» **Task goal**: Identify every line in the records below that contains the word "dead", and reproduce each one.

» **The input**:

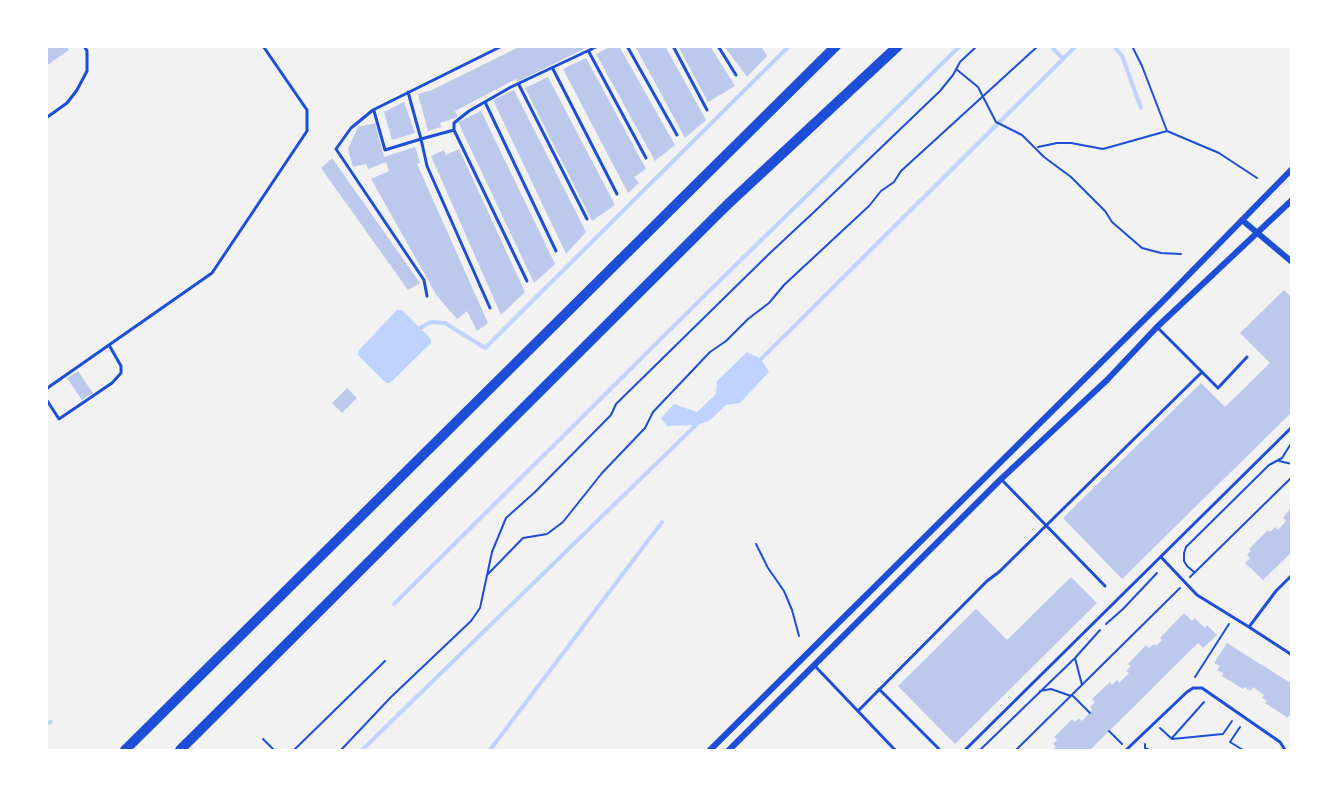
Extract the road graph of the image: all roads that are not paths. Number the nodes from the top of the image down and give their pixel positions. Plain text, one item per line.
1 (84, 46) edge
2 (93, 46) edge
3 (263, 46) edge
4 (502, 46) edge
5 (598, 46) edge
6 (627, 46) edge
7 (673, 46) edge
8 (718, 46) edge
9 (836, 46) edge
10 (898, 46) edge
11 (87, 51) junction
12 (589, 51) junction
13 (553, 69) junction
14 (736, 75) dead end
15 (519, 85) junction
16 (408, 92) junction
17 (485, 102) junction
18 (373, 110) junction
19 (707, 110) dead end
20 (46, 118) edge
21 (454, 130) junction
22 (677, 135) dead end
23 (421, 140) junction
24 (646, 158) dead end
25 (1292, 169) edge
26 (617, 194) dead end
27 (1292, 200) edge
28 (586, 219) dead end
29 (1242, 220) junction
30 (1256, 232) junction
31 (556, 251) dead end
32 (1292, 262) edge
33 (527, 281) dead end
34 (427, 296) dead end
35 (490, 308) dead end
36 (1157, 327) junction
37 (109, 345) junction
38 (1247, 357) dead end
39 (1202, 372) junction
40 (46, 389) edge
41 (46, 399) edge
42 (1292, 427) edge
43 (1001, 479) junction
44 (1047, 526) junction
45 (1161, 557) junction
46 (1292, 575) edge
47 (1105, 586) dead end
48 (1249, 627) junction
49 (1292, 654) edge
50 (814, 664) junction
51 (879, 689) junction
52 (858, 711) junction
53 (939, 749) edge
54 (125, 750) edge
55 (180, 750) edge
56 (710, 750) edge
57 (729, 750) edge
58 (895, 750) edge
59 (965, 750) edge
60 (1126, 750) edge
61 (1285, 750) edge

1 - 11 lane
2 - 11 lane
3 - 37 lane
4 - 16 lane
5 - 12 lane
6 - 22 lane
7 - 19 lane
8 - 14 lane
9 - 54 highway
10 - 55 highway
11 - 20 lane
12 - 13 lane
12 - 24 lane
13 - 15 lane
13 - 26 lane
15 - 17 lane
15 - 28 lane
16 - 18 lane
16 - 23 lane
17 - 21 lane
17 - 31 lane
18 - 23 lane
18 - 34 lane
21 - 23 lane
21 - 33 lane
23 - 35 lane
25 - 29 street
27 - 30 street
29 - 30 street
29 - 56 street
30 - 32 street
30 - 36 street
36 - 39 lane
36 - 43 street
37 - 40 lane
37 - 41 lane
38 - 39 lane
39 - 44 lane
42 - 45 lane
43 - 44 lane
43 - 50 street
44 - 47 lane
44 - 51 lane
45 - 48 lane
45 - 59 lane
46 - 48 lane
48 - 49 lane
50 - 52 lane
50 - 57 street
51 - 52 lane
51 - 53 lane
52 - 58 lane
60 - 61 lane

» **Solution to this task**:
14 (736, 75) dead end
19 (707, 110) dead end
22 (677, 135) dead end
24 (646, 158) dead end
26 (617, 194) dead end
28 (586, 219) dead end
31 (556, 251) dead end
33 (527, 281) dead end
34 (427, 296) dead end
35 (490, 308) dead end
38 (1247, 357) dead end
47 (1105, 586) dead end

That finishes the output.